Байльшмидт подал ему таблетки и помог их выпить. Миниатюрная головка с большим хвостом на макушке заглянула к ним.
— Пожелания на ужин будут? — она улыбнулась. — Какое милое солнышко!
— Аличе, проходи. — Альбинос улыбнулся.
— Гил, я умираю? — спросил блондин, чуть приоткрыв глаза. — Я опять типа вижу и тотально слышу ангела.
— Я не ангел, — девушка присела к нему. — Я повар. Ваш личный повар. Так что ты хочешь на ужин, солнышко?
Она погладила его по щеке.
— Повар... Аличе... — Феликс в упор рассматривал гостью. — Уж не пани Аличе Варгас, семикратный победитель международных конкурсов лучших шеф-поваров самых тотальных ресторанов мира, типа сейчас сидит прямо около меня?! Да ещё и называет себя моим личным поваром?! Я типа тотально даже не удивлён, что ваш бульон тотально вернул мне силы!
Гилберт и Аличе расхохотались.
— Ооо, мы ехали для поддержки, а они веселятся! — Антонио заглянул в комнату. — Привет, больные. Как дела?
— Братишка Тони! — рыжеволосая кинулась на шею Карьедо. — Как я рада тебя видеть! Ты сказал "мы"?! Значит, Лови тоже здесь?! Какое счастье!
Стоя на пороге комнаты, эти двое мешали зайти огромному букету ромашек.
— Мон шер, почему сразу речь о твоем Братце? — Франциск, придерживая названного братца, пропихнул всю компанию в комнату. — Ну, как тут мой наградитель?
Лукашевич выпученными зелёными глазами смотрел на всю эту толпу.
— Наградитель?

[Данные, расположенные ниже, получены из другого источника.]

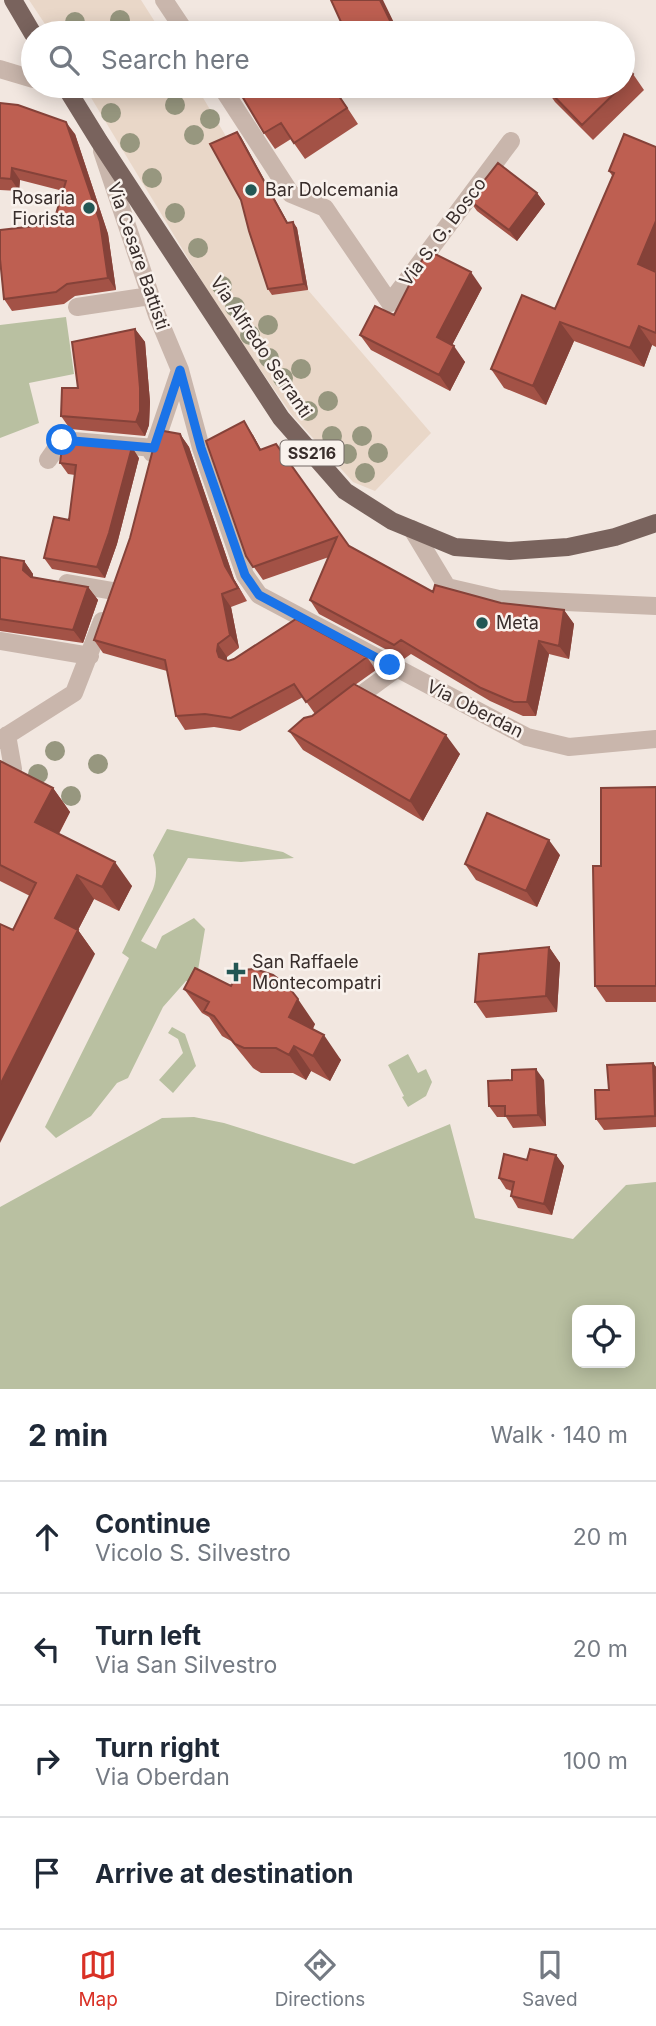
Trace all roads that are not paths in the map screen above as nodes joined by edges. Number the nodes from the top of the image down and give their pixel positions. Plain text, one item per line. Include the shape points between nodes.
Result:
1 (13, 0) edge
2 (164, 0) edge
3 (25, 21) edge
4 (178, 21) edge
5 (0, 69) edge
6 (21, 75) edge
7 (70, 98) edge
8 (228, 98) edge
9 (99, 141) junction
10 (511, 141) dead end
11 (150, 296) junction
12 (77, 307) dead end
13 (180, 370) junction
14 (154, 448) junction
15 (48, 460) dead end
16 (148, 472) edge
17 (656, 523) edge
18 (412, 529) junction
19 (55, 581) edge
20 (656, 606) edge
21 (303, 620) junction
22 (284, 633) edge
23 (0, 641) edge
24 (90, 656) junction
25 (396, 669) junction
26 (330, 718) edge
27 (4, 737) edge
28 (656, 738) edge
29 (0, 774) edge

1 - 3 main road
2 - 4 street
5 - 6 street
7 - 9 main road, Via Alfredo Serranti / SS216
8 - 10 street, Via S. G. Bosco via 291,194 325,208 390,303
9 - 11 street, Via Cesare Battisti
9 - 18 main road, Via Alfredo Serranti / SS216 via 281,418 345,491
11 - 12 street
11 - 13 street, Via Cesare Battisti
13 - 14 street
13 - 21 street, Via Oberdan via 201,448 245,575 259,595
14 - 15 street via 62,440
14 - 16 street
17 - 18 main road, Via Alfredo Serranti / SS216 via 568,547 510,551 455,547
18 - 20 street via 447,586 499,599
19 - 24 street via 115,585
21 - 22 street
21 - 25 street, Via Oberdan
23 - 24 street
24 - 27 street via 74,693
25 - 26 street
25 - 28 street, Via Oberdan via 527,737 549,743 580,746
27 - 29 street via 13,769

Типа поч-чему?
— Ну а кто мне медальки прислал? Из зефира, — Бонфуа, наконец, всех затолкал.
— Разве? Уже? — блондин совсем растерялся. — Это типа значит, что креманку вернули?
— Значит, Лови нет? — расстроилась Аличе.
— У него много дел, да и вообще не считает нужным навещать того, кого не знает, — пожал плечами Антонио.
—Не расстраивайся, мы тебе его заменим, а к нему ты потом сама съездишь, где наша несравненная Эльза? — Бонфуа поставил ромашки в вазу.
— У неё дела. Держать такой санаторий и уделять равное внимание каждому сложно, — ответила Варгас. — Но после ужина она целиком и полностью будет с нами!
— Вот видишь, не одному мне ты дорог, — прошептал Гилберт на ухо Лукашевичу и тут же громко добавил. — Но у нас постельный режим!
— Благодаря тебе я им дорог, — прошептал в ответ Феликс.
— У вас постельный, у нас нет, — улыбался Корьедо. — Мы ведь для этого сюда и явились. Это очень скучно ничего не делать.
— Спасибо. Кстати, вот тут высказано мнение, что вы больше пришли ко мне, чем к нашему общему другу. — Гилберт улыбнулся.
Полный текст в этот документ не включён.